◆ WHAT THE TASK ASKS ◆
Where the word "Enrico" occurs in a line of the listing below, copy that line.

◆ PROVIDED INFORMATION ◆
*** Begin section ***

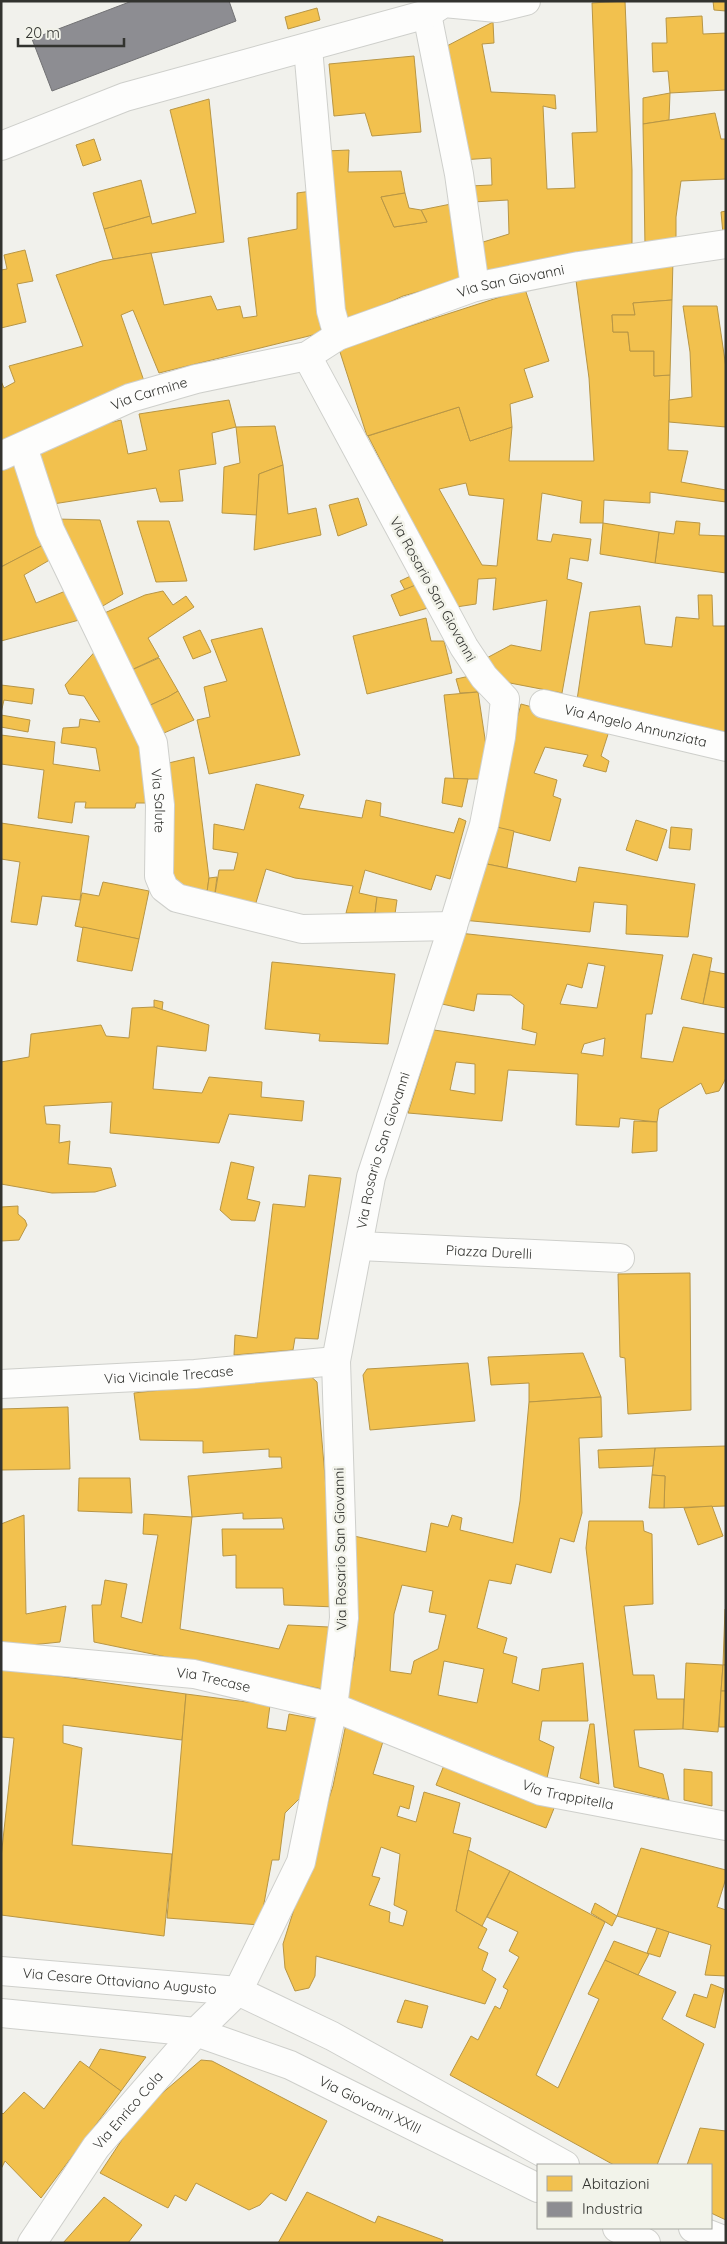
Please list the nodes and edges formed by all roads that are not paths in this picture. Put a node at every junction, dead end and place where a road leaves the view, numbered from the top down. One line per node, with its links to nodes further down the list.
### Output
1 (526, 1): 2 (street)
2 (438, 6): 3 (street); 6 (street)
3 (308, 48): 4 (street); 7 (street)
4 (1, 146)
5 (726, 244): 6 (street, Via San Giovanni)
6 (475, 287): 7 (street, Via San Giovanni)
7 (338, 336): 8 (street, Via San Giovanni)
8 (307, 356): 9 (street, Via Carmine); 12 (street, Via Rosario San Giovanni)
9 (12, 452): 12 (street, Via Salute)
10 (544, 704): 11 (street, Via Angelo Annunziata)
11 (726, 747)
12 (453, 926): 13 (street, Via Rosario San Giovanni)
13 (358, 1246): 14 (street, Piazza Durelli); 15 (street, Via Rosario San Giovanni)
14 (620, 1258)
15 (336, 1362): 16 (street, Via Vicinale Trecase); 18 (street, Via Rosario San Giovanni)
16 (1, 1384)
17 (1, 1656): 18 (street, Via Trecase)
18 (333, 1707): 19 (street, Via Trecase); 22 (street, Via Rosario San Giovanni)
19 (417, 1740): 20 (street, Via Trappitella)
20 (726, 1826)
21 (1, 1970): 22 (street, Via Cesare Ottaviano Augusto)
22 (238, 1991): 24 (street, Via Enrico Cola); 25 (street)
23 (1, 2013): 24 (street)
24 (196, 2032): 26 (street, Via Giovanni XXIII); 30 (street, Via Enrico Cola)
25 (563, 2164)
26 (537, 2188)
27 (618, 2229): 31 (street)
28 (696, 2229): 29 (street)
29 (726, 2241)
30 (32, 2243)
31 (646, 2243)

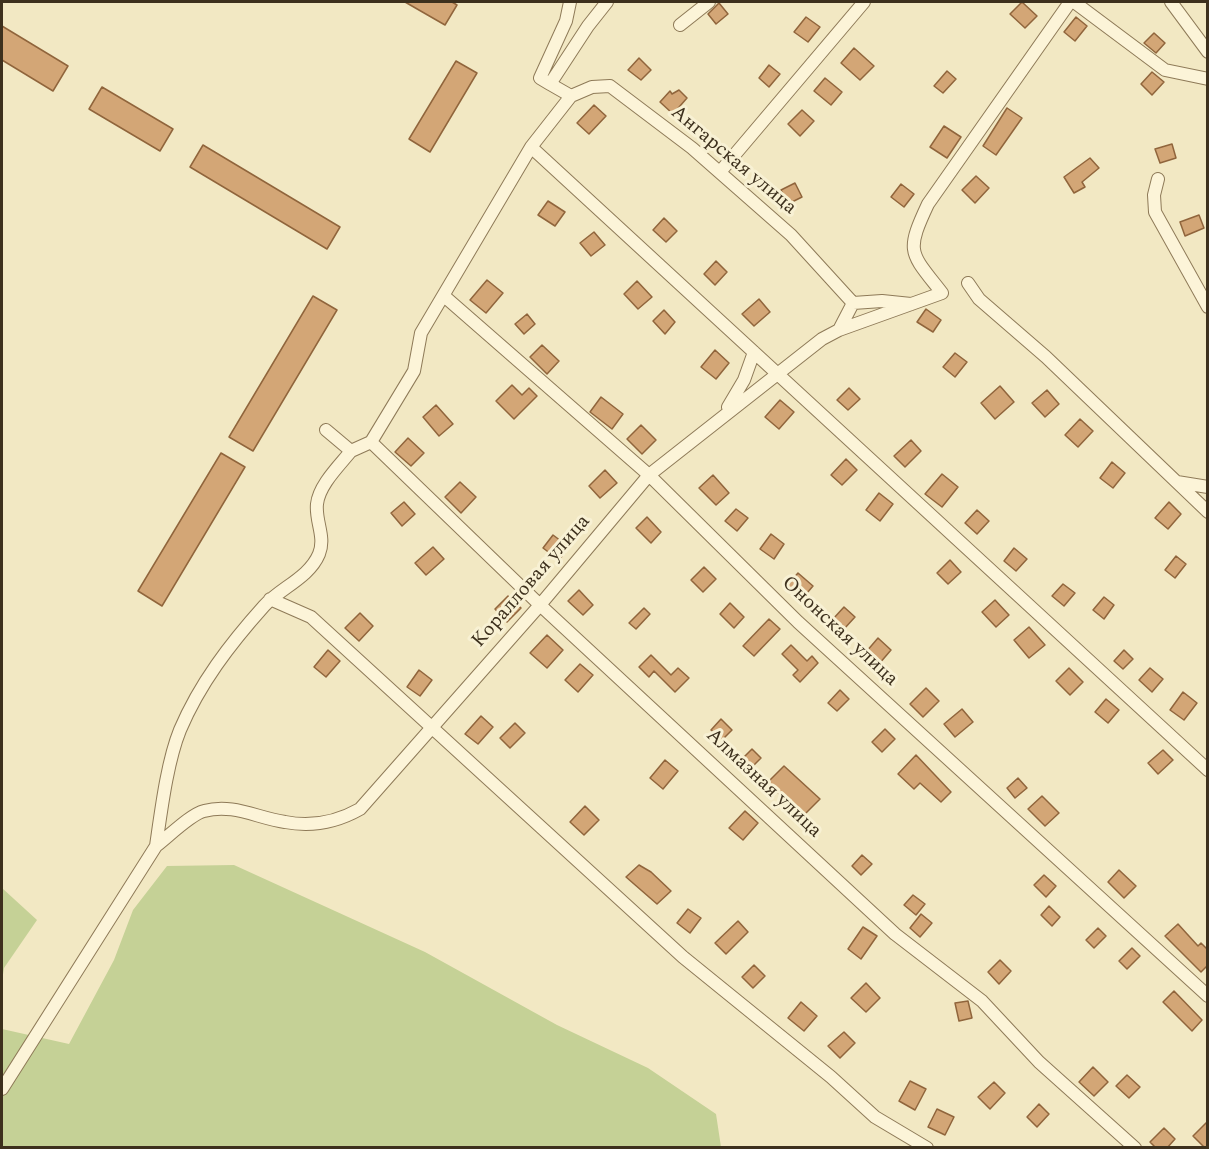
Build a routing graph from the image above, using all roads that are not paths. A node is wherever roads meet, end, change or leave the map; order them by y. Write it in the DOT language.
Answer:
graph roads {
  1 [pos="570,2"];
  2 [pos="607,2"];
  3 [pos="709,2"];
  4 [pos="864,2"];
  5 [pos="1072,2"];
  6 [pos="1171,2"];
  7 [pos="680,25"];
  8 [pos="1208,52"];
  9 [pos="1208,79"];
  10 [pos="550,84"];
  11 [pos="570,96"];
  12 [pos="531,147"];
  13 [pos="720,172"];
  14 [pos="1158,179"];
  15 [pos="968,284"];
  16 [pos="444,296"];
  17 [pos="853,303"];
  18 [pos="911,304"];
  19 [pos="1208,307"];
  20 [pos="839,330"];
  21 [pos="754,352"];
  22 [pos="777,372"];
  23 [pos="723,414"];
  24 [pos="326,430"];
  25 [pos="371,442"];
  26 [pos="351,451"];
  27 [pos="649,475"];
  28 [pos="1177,482"];
  29 [pos="1208,487"];
  30 [pos="1208,512"];
  31 [pos="270,599"];
  32 [pos="540,605"];
  33 [pos="431,727"];
  34 [pos="1208,770"];
  35 [pos="156,846"];
  36 [pos="1208,996"];
  37 [pos="2,1089"];
  38 [pos="926,1147"];
  39 [pos="914,1148"];
  40 [pos="1135,1148"];
  1 -- 10 [label="street"];
  2 -- 10 [label="street"];
  3 -- 7 [label="street"];
  4 -- 13 [label="street"];
  5 -- 9 [label="street"];
  5 -- 18 [label="street, Коралловая улица"];
  6 -- 8 [label="street"];
  10 -- 11 [label="street"];
  11 -- 12 [label="street"];
  11 -- 13 [label="street, Ангарская улица"];
  12 -- 16 [label="street"];
  12 -- 21 [label="street"];
  13 -- 17 [label="street, Ангарская улица"];
  14 -- 19 [label="street"];
  15 -- 28 [label="street"];
  16 -- 25 [label="street"];
  16 -- 27 [label="street, Ононская улица"];
  17 -- 18 [label="street"];
  17 -- 20 [label="street"];
  18 -- 20 [label="street, Коралловая улица"];
  20 -- 22 [label="street, Коралловая улица"];
  21 -- 22 [label="street"];
  21 -- 23 [label="street"];
  22 -- 23 [label="street, Коралловая улица"];
  22 -- 34 [label="street"];
  23 -- 27 [label="street, Коралловая улица"];
  24 -- 26 [label="street"];
  25 -- 26 [label="street"];
  25 -- 32 [label="street, Алмазная улица"];
  26 -- 31 [label="street"];
  27 -- 32 [label="street, Коралловая улица"];
  27 -- 36 [label="street, Ононская улица"];
  28 -- 29 [label="street"];
  28 -- 30 [label="street"];
  31 -- 33 [label="street"];
  31 -- 35 [label="street"];
  32 -- 33 [label="street, Коралловая улица"];
  32 -- 40 [label="street, Алмазная улица"];
  33 -- 35 [label="street, Коралловая улица"];
  33 -- 38 [label="street"];
  35 -- 37 [label="street"];
  38 -- 39 [label="street"];
}
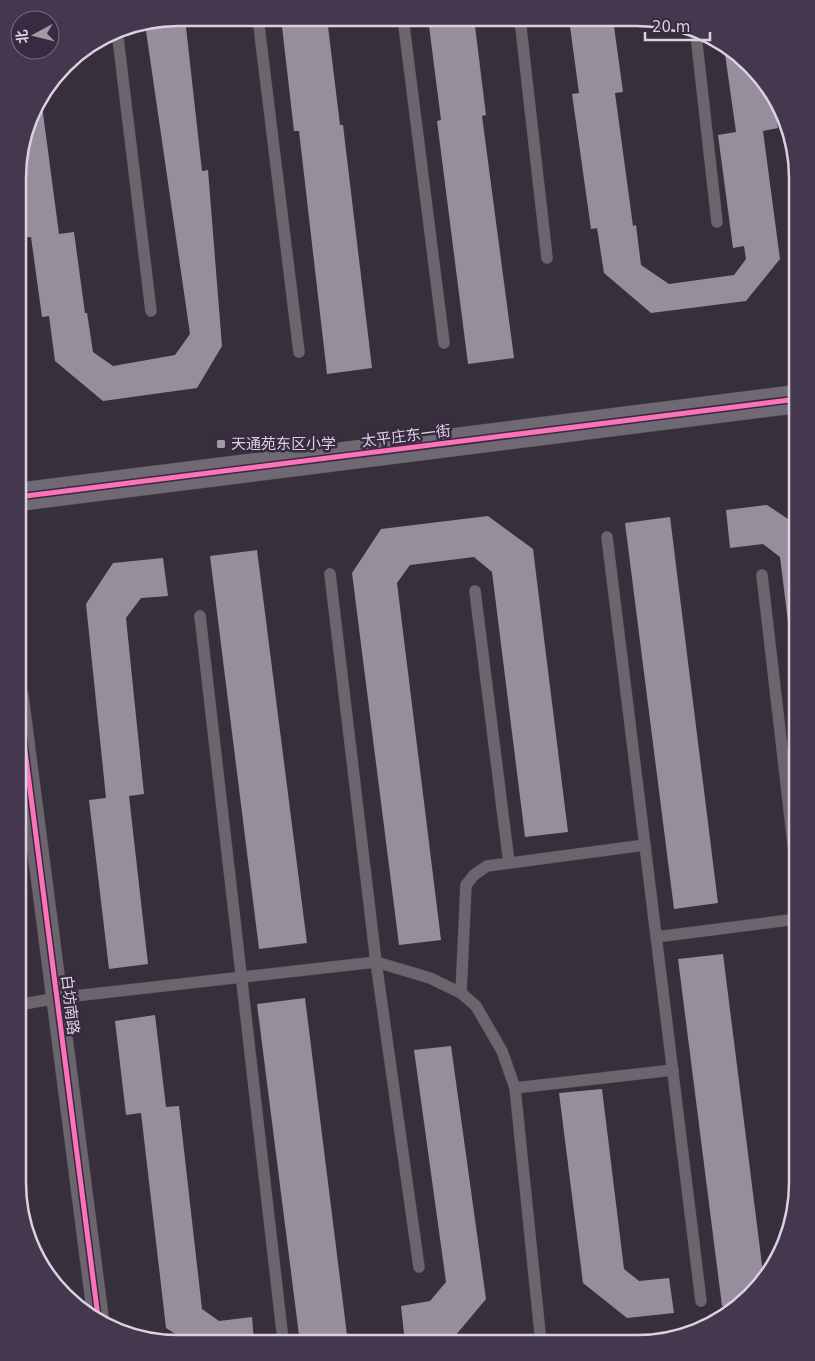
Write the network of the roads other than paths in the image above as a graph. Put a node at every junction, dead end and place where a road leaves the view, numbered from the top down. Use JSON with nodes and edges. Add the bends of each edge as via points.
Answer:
{"nodes":[{"id":1,"x":259,"y":26,"type":"edge"},
{"id":2,"x":404,"y":26,"type":"edge"},
{"id":3,"x":521,"y":26,"type":"edge"},
{"id":4,"x":118,"y":39,"type":"edge"},
{"id":5,"x":696,"y":39,"type":"edge"},
{"id":6,"x":717,"y":222,"type":"dead end"},
{"id":7,"x":547,"y":258,"type":"dead end"},
{"id":8,"x":151,"y":311,"type":"dead end"},
{"id":9,"x":444,"y":343,"type":"dead end"},
{"id":10,"x":299,"y":352,"type":"dead end"},
{"id":11,"x":789,"y":401,"type":"edge"},
{"id":12,"x":26,"y":496,"type":"edge"},
{"id":13,"x":607,"y":537,"type":"dead end"},
{"id":14,"x":330,"y":574,"type":"dead end"},
{"id":15,"x":762,"y":575,"type":"dead end"},
{"id":16,"x":475,"y":591,"type":"dead end"},
{"id":17,"x":200,"y":616,"type":"dead end"},
{"id":18,"x":26,"y":758,"type":"edge"},
{"id":19,"x":788,"y":803,"type":"edge"},
{"id":20,"x":645,"y":846,"type":"junction"},
{"id":21,"x":509,"y":863,"type":"junction"},
{"id":22,"x":788,"y":920,"type":"edge"},
{"id":23,"x":656,"y":937,"type":"junction"},
{"id":24,"x":376,"y":962,"type":"junction"},
{"id":25,"x":242,"y":977,"type":"junction"},
{"id":26,"x":461,"y":993,"type":"junction"},
{"id":27,"x":57,"y":998,"type":"junction"},
{"id":28,"x":26,"y":1004,"type":"edge"},
{"id":29,"x":672,"y":1070,"type":"junction"},
{"id":30,"x":515,"y":1088,"type":"junction"},
{"id":31,"x":418,"y":1267,"type":"dead end"},
{"id":32,"x":701,"y":1300,"type":"dead end"},
{"id":33,"x":97,"y":1311,"type":"edge"},
{"id":34,"x":282,"y":1335,"type":"edge"},
{"id":35,"x":540,"y":1335,"type":"edge"}],
"edges":[{"from":1,"to":10,"type":"lane"},
{"from":2,"to":9,"type":"lane"},
{"from":3,"to":7,"type":"lane"},
{"from":4,"to":8,"type":"lane"},
{"from":5,"to":6,"type":"lane"},
{"from":11,"to":12,"type":"street","name":"太平庄东一街"},
{"from":13,"to":20,"type":"lane"},
{"from":14,"to":24,"type":"lane"},
{"from":15,"to":19,"type":"lane"},
{"from":16,"to":21,"type":"lane"},
{"from":17,"to":25,"type":"lane"},
{"from":18,"to":27,"type":"street","name":"白坊南路"},
{"from":20,"to":21,"type":"lane"},
{"from":20,"to":23,"type":"lane"},
{"from":21,"to":26,"type":"lane","via":[[487,866],[466,885]]},
{"from":22,"to":23,"type":"lane"},
{"from":23,"to":29,"type":"lane"},
{"from":24,"to":25,"type":"lane"},
{"from":24,"to":26,"type":"lane","via":[[430,978]]},
{"from":24,"to":31,"type":"lane"},
{"from":25,"to":27,"type":"lane"},
{"from":25,"to":34,"type":"lane"},
{"from":26,"to":30,"type":"lane","via":[[476,1006],[502,1051]]},
{"from":27,"to":28,"type":"lane"},
{"from":27,"to":33,"type":"street","name":"白坊南路"},
{"from":29,"to":30,"type":"lane"},
{"from":29,"to":32,"type":"lane"},
{"from":30,"to":35,"type":"lane"}]}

*** End section ***

◆ SOLUTION TO THE PROBLEM ◆
22 (238, 1991): 24 (street, Via Enrico Cola); 25 (street)
24 (196, 2032): 26 (street, Via Giovanni XXIII); 30 (street, Via Enrico Cola)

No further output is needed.